Anche nel caso in esame, infatti, manca, come requisito implicito della fattispecie tipica del reato di truffa, l’atto di disposizione patrimoniale che costituisce l’elemento intermedio derivante dall’errore ed è causa dell’ingiusto profitto con altrui danno. Ciò perchè, pur ammettendosi la configurabilità di un atto dispositivo di carattere omissivo, l’atto di disposizione patrimoniale non potrebbe essere ravvisabile nel fatto che gli organi comunali di controllo, indotti in errore, non abbiano contestato le infrazioni amministrative, nè nel fatto che l’ente comunale abbia subito l’inadempienza dell’agente. Il reato non sarebbe infatti comunque ipotizzatale, perchè manca in casi del genere la necessaria cooperazione della vittima. Inoltre, non ricorrerebbe la necessaria sequenza “artificio-induzione in errore – profitto”, perchè, al contrario, il profitto della condotta contestata agli imputati sarebbe realizzato immediatamente, grazie all’elusione dei controlli, e al conseguente, mancato versamento delle somme che sarebbero state dovute in conseguenza delle violazioni amministrative, o per la sosta del veicolo all’interno di zone a traffico limitato.

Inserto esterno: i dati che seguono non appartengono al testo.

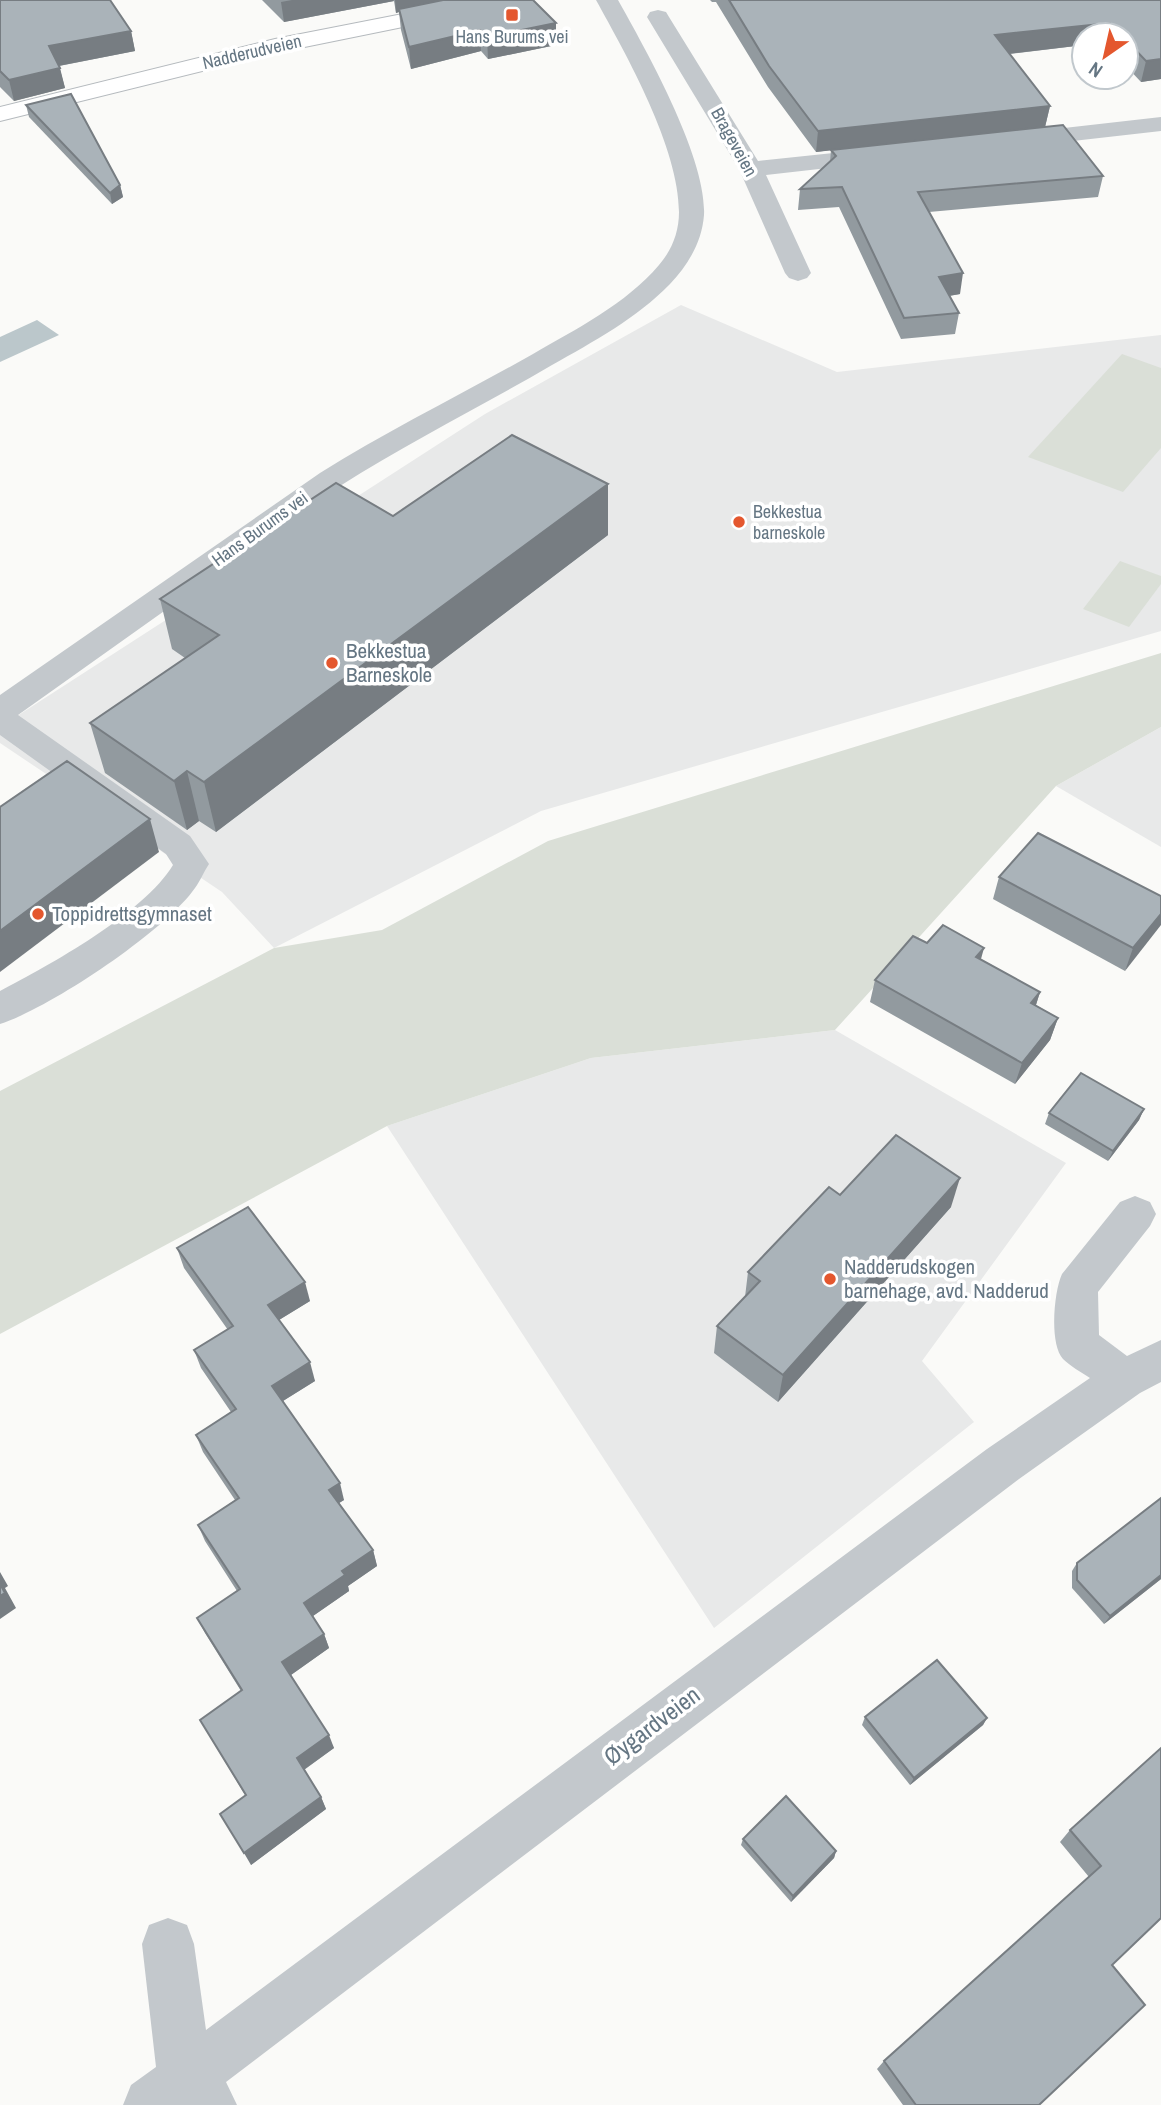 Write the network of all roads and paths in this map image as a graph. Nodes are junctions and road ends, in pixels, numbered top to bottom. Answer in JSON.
{"nodes":[{"id":1,"x":506,"y":0,"type":"edge"},
{"id":2,"x":607,"y":0,"type":"edge"},
{"id":3,"x":658,"y":17,"type":"dead end"},
{"id":4,"x":0,"y":114,"type":"edge"},
{"id":5,"x":1161,"y":124,"type":"edge"},
{"id":6,"x":993,"y":143,"type":"edge"},
{"id":7,"x":899,"y":153,"type":"edge"},
{"id":8,"x":751,"y":169,"type":"junction"},
{"id":9,"x":798,"y":273,"type":"dead end"},
{"id":10,"x":0,"y":711,"type":"edge"},
{"id":11,"x":0,"y":719,"type":"edge"},
{"id":12,"x":0,"y":1009,"type":"edge"},
{"id":13,"x":1135,"y":1214,"type":"dead end"},
{"id":14,"x":1143,"y":1370,"type":"edge"},
{"id":15,"x":168,"y":1944,"type":"dead end"},
{"id":16,"x":182,"y":2096,"type":"edge"}],
"edges":[{"from":1,"to":4,"type":"main road","name":"Nadderudveien"},
{"from":2,"to":10,"type":"street","name":"Hans Burums vei"},
{"from":3,"to":8,"type":"street","name":"Brageveien"},
{"from":5,"to":6,"type":"street"},
{"from":7,"to":8,"type":"street"},
{"from":8,"to":9,"type":"street","name":"Brageveien"},
{"from":11,"to":12,"type":"street"},
{"from":13,"to":14,"type":"street"},
{"from":14,"to":16,"type":"street","name":"Øygardveien"},
{"from":15,"to":16,"type":"street"}]}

Peraltro, tra i contravventori e la pubblica amministrazione non sussisteva, prima delle violazioni amministrative che costituirebbero il sostrato economico della truffa, alcun rapporto di “debito”, tributario o di altra natura; sicchè il comportamento fraudolento in nessun modo poteva correlarsi ad un “danno” dell’ente territoriale interessato, neppure dilatando al massimo la nozione di atto di disposizione di carattere omissivo. Se il profitto conseguito dagli imputati, infatti, era quello derivante dalla circolazione “abusiva” dell’autovettura al servizio dell’invalido, esso era un fatto del tutto neutro agli effetti di un ipotetico danno del comune di Firenze, proprio perchè quella condotta non era destinata a spostare “risorse” economiche dal soggetto in ipotesi “truffato” all’autore di tale condotta. Simili principi, d’altra parte, ha applicato la giurisprudenza di questa Corte, anche quando ha affermato che non integra il delitto di tentata truffa la condotta costituita dalla produzione di falsa documentazione a sostegno di un ricorso al prefetto avverso l’ordinanza-ingiunzione di pagamento di una sanzione amministrativa per violazione delle norme sulla circolazione stradale.

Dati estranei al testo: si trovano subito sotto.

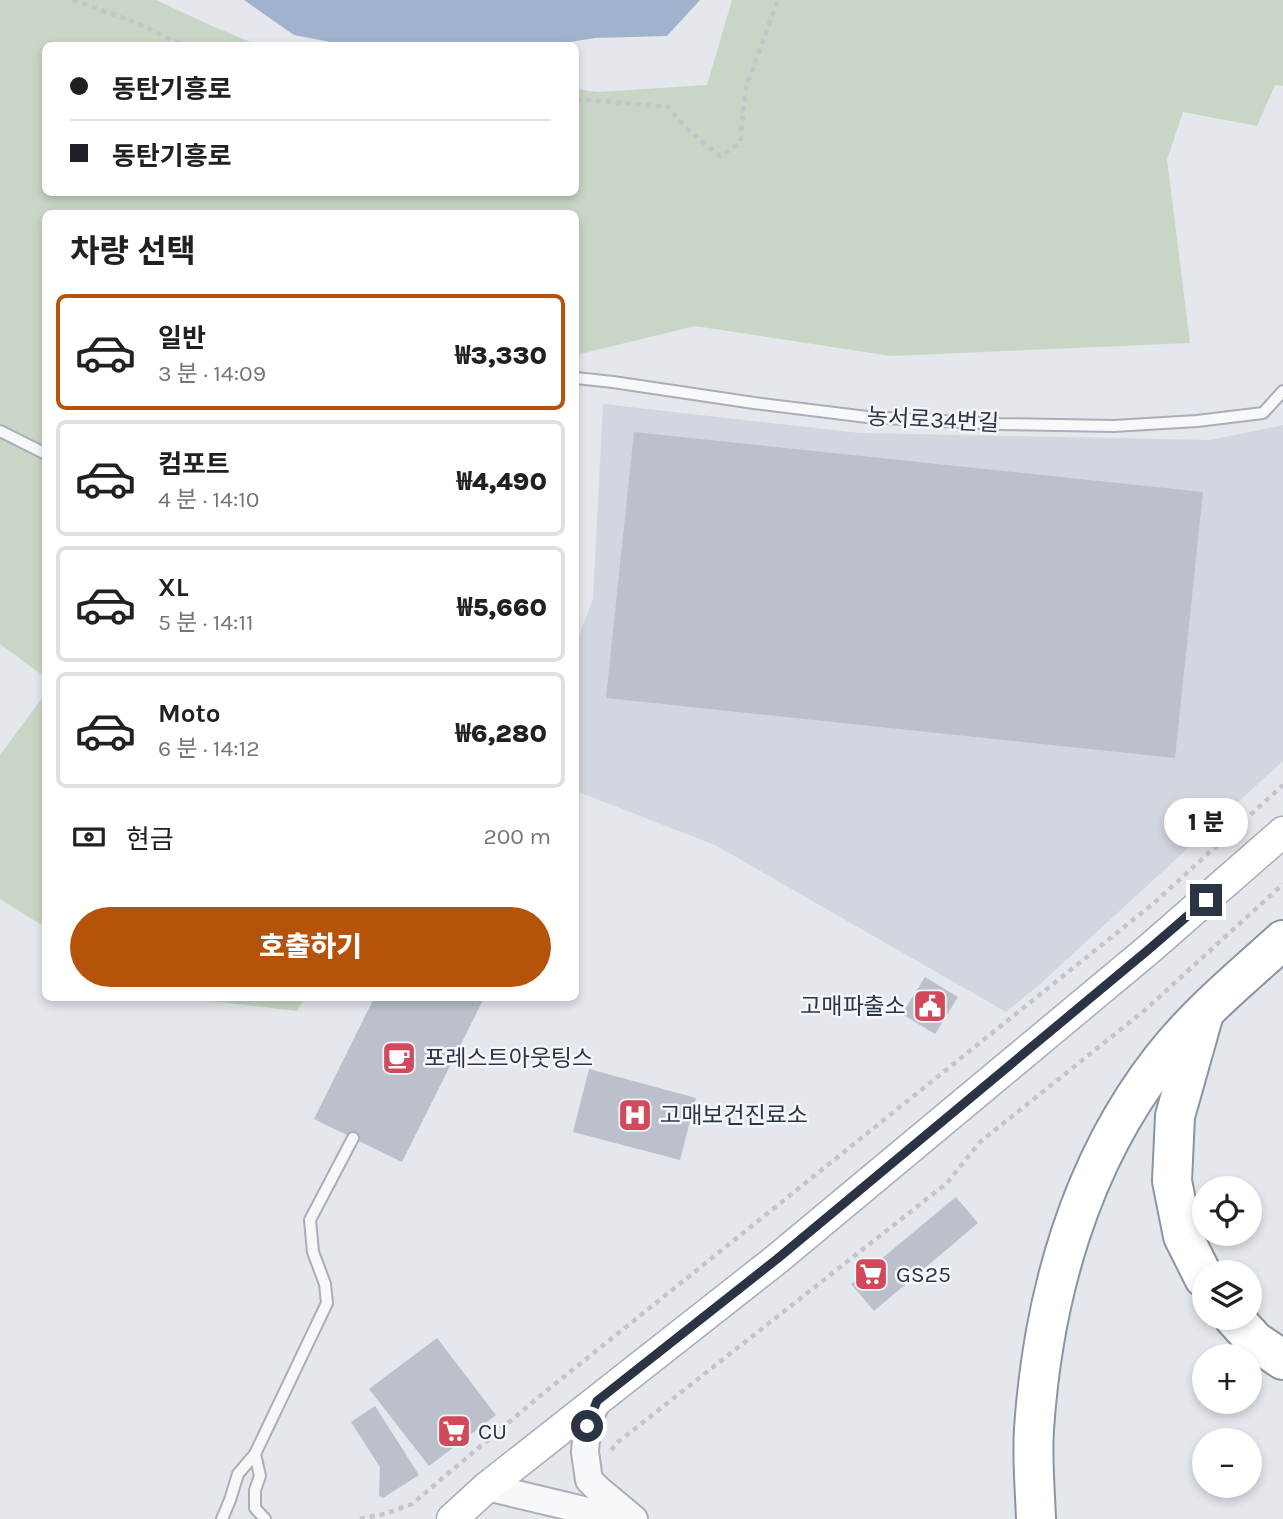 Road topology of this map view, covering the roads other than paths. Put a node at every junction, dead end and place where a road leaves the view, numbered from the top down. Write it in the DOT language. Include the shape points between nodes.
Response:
graph roads {
  1 [pos="579,378"];
  2 [pos="1283,391"];
  3 [pos="0,431"];
  4 [pos="42,452"];
  5 [pos="1283,832"];
  6 [pos="1283,940"];
  7 [pos="1206,1009"];
  8 [pos="353,1138"];
  9 [pos="1195,1260"];
  10 [pos="1244,1330"];
  11 [pos="1283,1360"];
  12 [pos="597,1401"];
  13 [pos="255,1454"];
  14 [pos="487,1487"];
  15 [pos="222,1519"];
  16 [pos="265,1519"];
  17 [pos="452,1519"];
  18 [pos="621,1519"];
  19 [pos="634,1519"];
  20 [pos="1036,1519"];
  1 -- 2 [label="lane, 농서로34번길" via="867,417 1088,426 1263,413"];
  3 -- 4 [label="lane"];
  5 -- 12 [label="main road" via="787,1250"];
  6 -- 7 [label="highway"];
  7 -- 9 [label="highway" via="1175,1116 1172,1181 1183,1236"];
  7 -- 20 [label="highway" via="1162,1059 1112,1133 1072,1227 1054,1287 1042,1355 1034,1431"];
  8 -- 13 [label="lane" via="310,1220 327,1303"];
  10 -- 11 [label="highway"];
  12 -- 14 [label="main road"];
  12 -- 19 [label="street" via="587,1426 589,1480"];
  13 -- 15 [label="lane" via="238,1474"];
  13 -- 16 [label="lane" via="260,1476 255,1508"];
  14 -- 17 [label="main road"];
  14 -- 18 [label="street"];
}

Nel caso di specie, poi, occorre considerare che la condotta contestata agli imputati è oggetto di una specifica previsione normativa, che riconduce “senza residui” il fatto nell’ambito di un mero illecito amministrativo. Nel quarto e nell’art. 188 C.d.S., comma 5, sono infatti contemplate tutte le possibili ipotesi di abuso delle strutture stradali riservate agli invalidi, dalla loro utilizzazione in assenza di autorizzazione, o fuori delle condizioni e dei limiti dell’autorizzazione, all’uso improprio dell’autorizzazione.

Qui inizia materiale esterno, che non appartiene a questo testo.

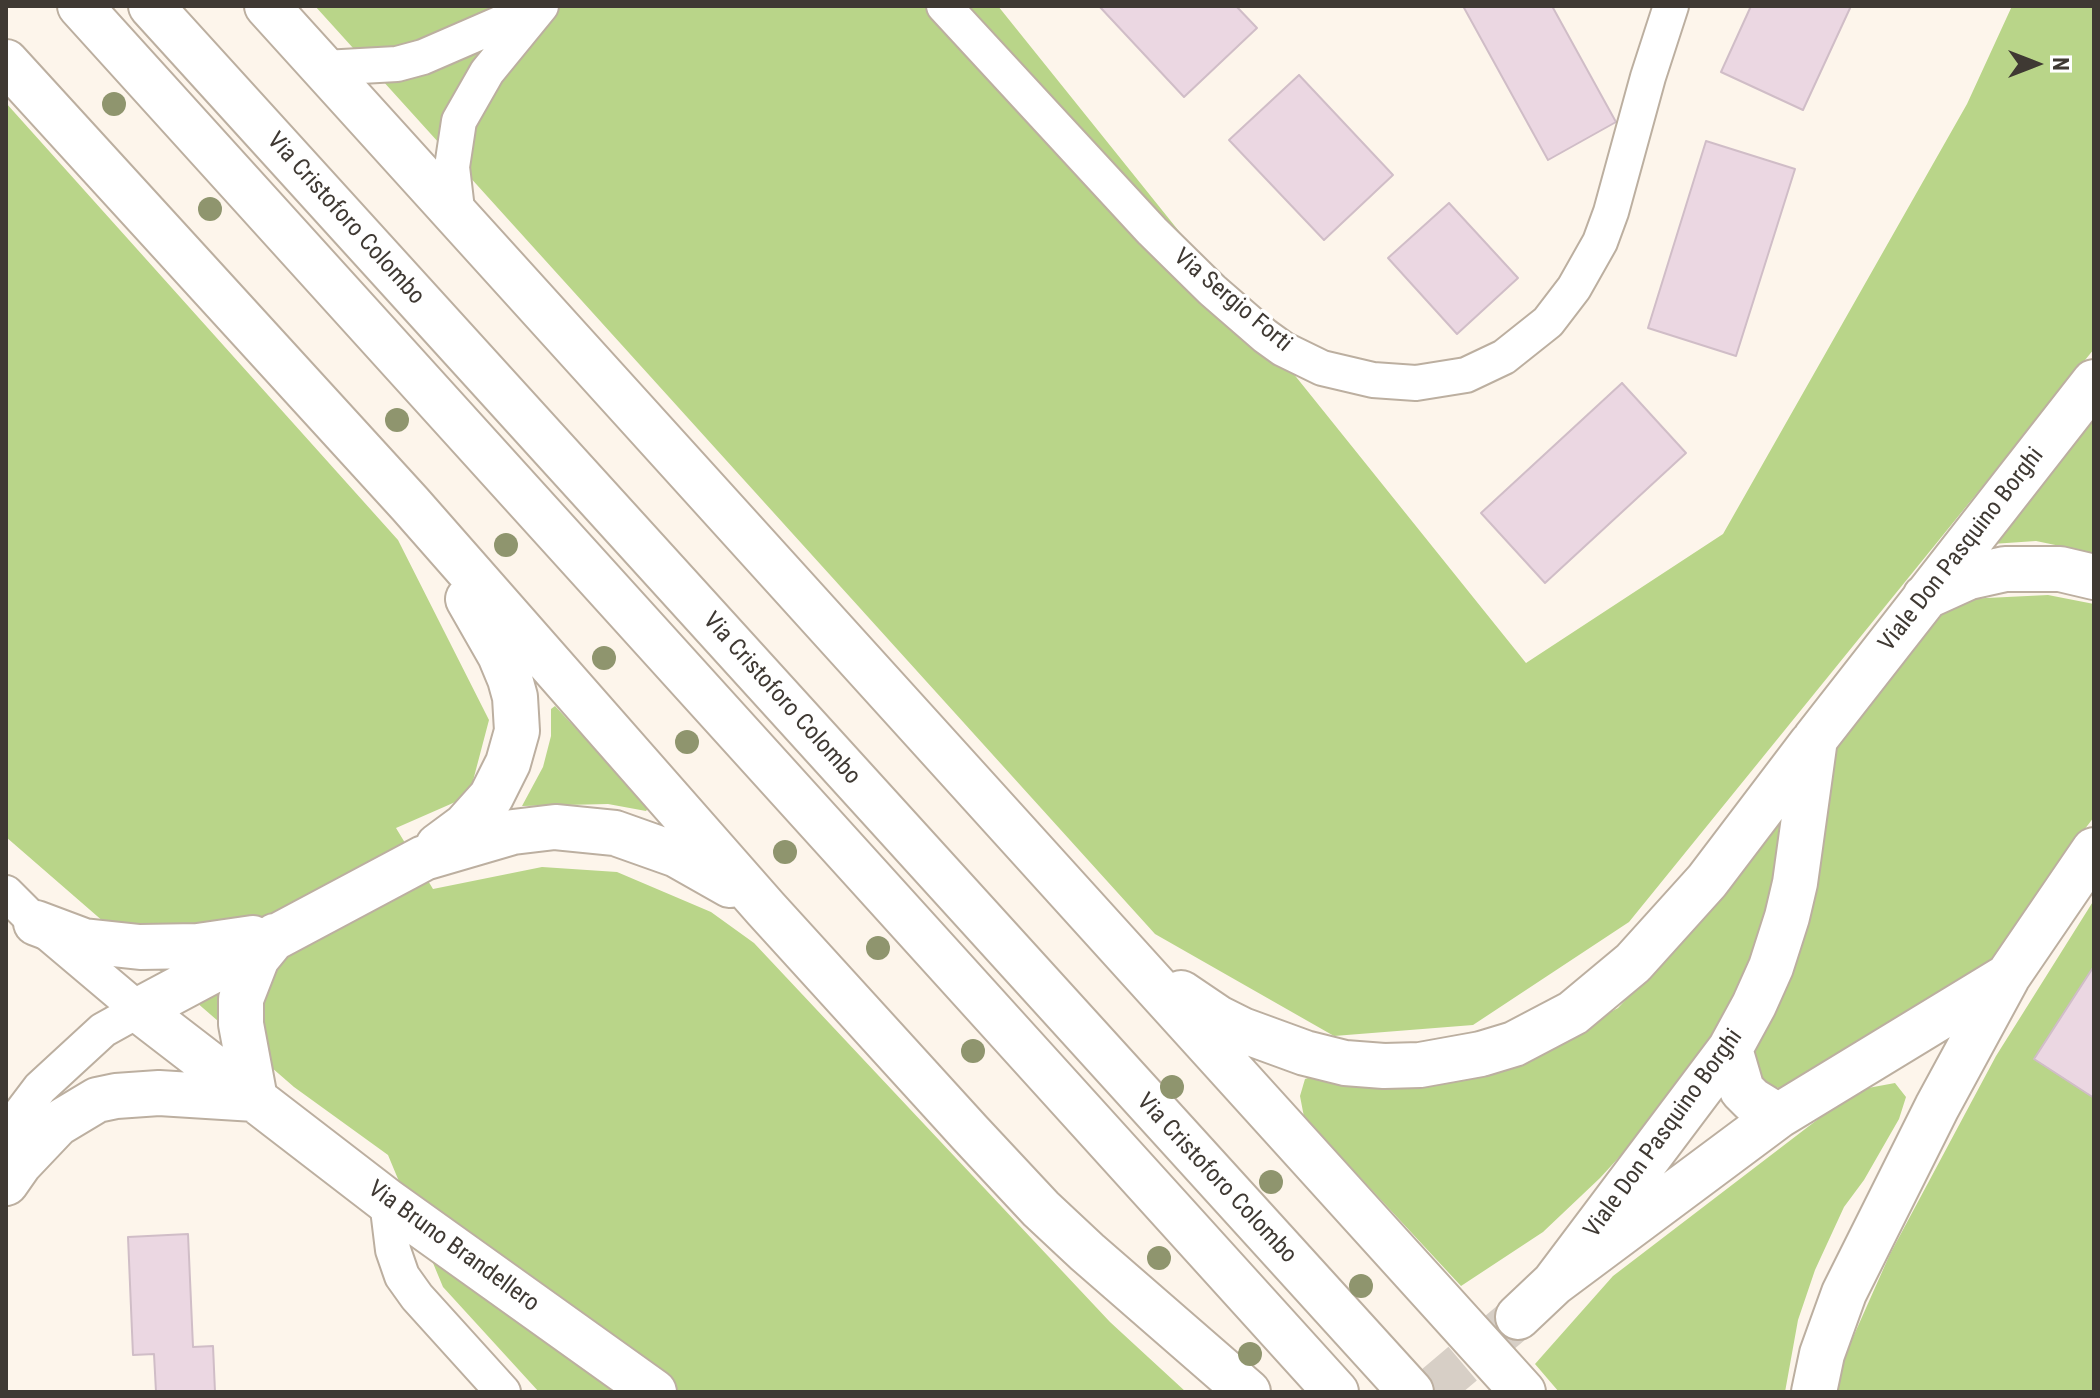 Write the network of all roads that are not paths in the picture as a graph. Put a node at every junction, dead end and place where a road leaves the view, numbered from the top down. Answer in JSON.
{"nodes":[{"id":1,"x":80,"y":6,"type":"edge"},
{"id":2,"x":151,"y":6,"type":"edge"},
{"id":3,"x":267,"y":6,"type":"edge"},
{"id":4,"x":540,"y":6,"type":"edge"},
{"id":5,"x":944,"y":6,"type":"edge"},
{"id":6,"x":1671,"y":6,"type":"edge"},
{"id":7,"x":6,"y":62,"type":"edge"},
{"id":8,"x":324,"y":68,"type":"junction"},
{"id":9,"x":458,"y":218,"type":"junction"},
{"id":10,"x":2094,"y":382,"type":"edge"},
{"id":11,"x":410,"y":504,"type":"junction"},
{"id":12,"x":2094,"y":577,"type":"edge"},
{"id":13,"x":1923,"y":598,"type":"junction"},
{"id":14,"x":1815,"y":739,"type":"junction"},
{"id":15,"x":2094,"y":850,"type":"edge"},
{"id":16,"x":424,"y":858,"type":"junction"},
{"id":17,"x":21,"y":908,"type":"edge"},
{"id":18,"x":766,"y":909,"type":"junction"},
{"id":19,"x":275,"y":935,"type":"junction"},
{"id":20,"x":1134,"y":962,"type":"junction"},
{"id":21,"x":2008,"y":976,"type":"junction"},
{"id":22,"x":139,"y":1010,"type":"junction"},
{"id":23,"x":1730,"y":1049,"type":"junction"},
{"id":24,"x":255,"y":1099,"type":"junction"},
{"id":25,"x":1778,"y":1116,"type":"junction"},
{"id":26,"x":6,"y":1155,"type":"edge"},
{"id":27,"x":6,"y":1183,"type":"edge"},
{"id":28,"x":387,"y":1201,"type":"junction"},
{"id":29,"x":1554,"y":1283,"type":"junction"},
{"id":30,"x":1518,"y":1317,"type":"tunnel mouth"},
{"id":31,"x":503,"y":1392,"type":"edge"},
{"id":32,"x":654,"y":1392,"type":"edge"},
{"id":33,"x":1248,"y":1392,"type":"edge"},
{"id":34,"x":1336,"y":1392,"type":"edge"},
{"id":35,"x":1411,"y":1392,"type":"edge"},
{"id":36,"x":1523,"y":1392,"type":"edge"},
{"id":37,"x":1814,"y":1392,"type":"edge"}],
"edges":[{"from":1,"to":34,"type":"main road"},
{"from":2,"to":35,"type":"main road","name":"Via Cristoforo Colombo"},
{"from":3,"to":8,"type":"main road"},
{"from":4,"to":8,"type":"street"},
{"from":4,"to":9,"type":"street"},
{"from":5,"to":6,"type":"street","name":"Via Sergio Forti"},
{"from":7,"to":11,"type":"main road"},
{"from":8,"to":9,"type":"main road"},
{"from":9,"to":20,"type":"main road"},
{"from":10,"to":13,"type":"main road","name":"Viale Don Pasquino Borghi"},
{"from":11,"to":16,"type":"main road"},
{"from":11,"to":18,"type":"main road"},
{"from":12,"to":13,"type":"main road"},
{"from":13,"to":14,"type":"main road","name":"Viale Don Pasquino Borghi"},
{"from":14,"to":20,"type":"main road"},
{"from":14,"to":23,"type":"main road","name":"Viale Don Pasquino Borghi"},
{"from":15,"to":21,"type":"main road","name":"Viale Don Pasquino Borghi"},
{"from":16,"to":18,"type":"main road"},
{"from":16,"to":19,"type":"main road"},
{"from":17,"to":19,"type":"main road"},
{"from":17,"to":22,"type":"street"},
{"from":18,"to":33,"type":"main road"},
{"from":19,"to":22,"type":"main road"},
{"from":19,"to":24,"type":"main road"},
{"from":20,"to":36,"type":"main road"},
{"from":21,"to":25,"type":"main road","name":"Viale Don Pasquino Borghi"},
{"from":21,"to":37,"type":"main road"},
{"from":22,"to":24,"type":"main road","name":"Via Bruno Brandellero"},
{"from":22,"to":26,"type":"street"},
{"from":23,"to":25,"type":"main road"},
{"from":23,"to":29,"type":"main road","name":"Viale Don Pasquino Borghi"},
{"from":24,"to":27,"type":"main road"},
{"from":24,"to":28,"type":"main road","name":"Via Bruno Brandellero"},
{"from":25,"to":29,"type":"main road","name":"Viale Don Pasquino Borghi"},
{"from":28,"to":31,"type":"street"},
{"from":28,"to":32,"type":"main road","name":"Via Bruno Brandellero"},
{"from":29,"to":30,"type":"main road"}]}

Soprattutto il confronto tra “l’eccesso d’uso” e “l’uso improprio” dell’autorizzazione, è illuminante della volontà del legislatore di “coprire” con la norma speciale anche i casi di chi utilizzi indebitamente un permesso invalidi altrui, consentendo anche in questo caso l’operatività del principio di specialità di cui alla L. 24 novembre 1981, n. 689, art. 9, applicabile quando il medesimo fatto sia punito da una disposizione penale e da una disposizione che prevede una sanzione amministrativa (cfr., ad es., in tema di inottemperanza del conducente di un veicolo all’invito a fermarsi da parte di un ufficiale di polizia municipale Corte di Cassazione 17/09/2008 Beninati, che ha ritenuto ravvisabile in questo caso, l’illecito amministrativo previsto dall’art. 192 C.d.S., comma 1, e non il reato di inosservanza dei provvedimenti dell’autorità previsto dall’art. 650 c.p.).
3. – Ne consegue il rigetto del ricorso.
P.Q.M.
P.Q.M.
La Corte Suprema di Cassazione, Sezione Seconda Penale, rigetta il ricorso.
Così deciso in Roma, il 26 ottobre 2011.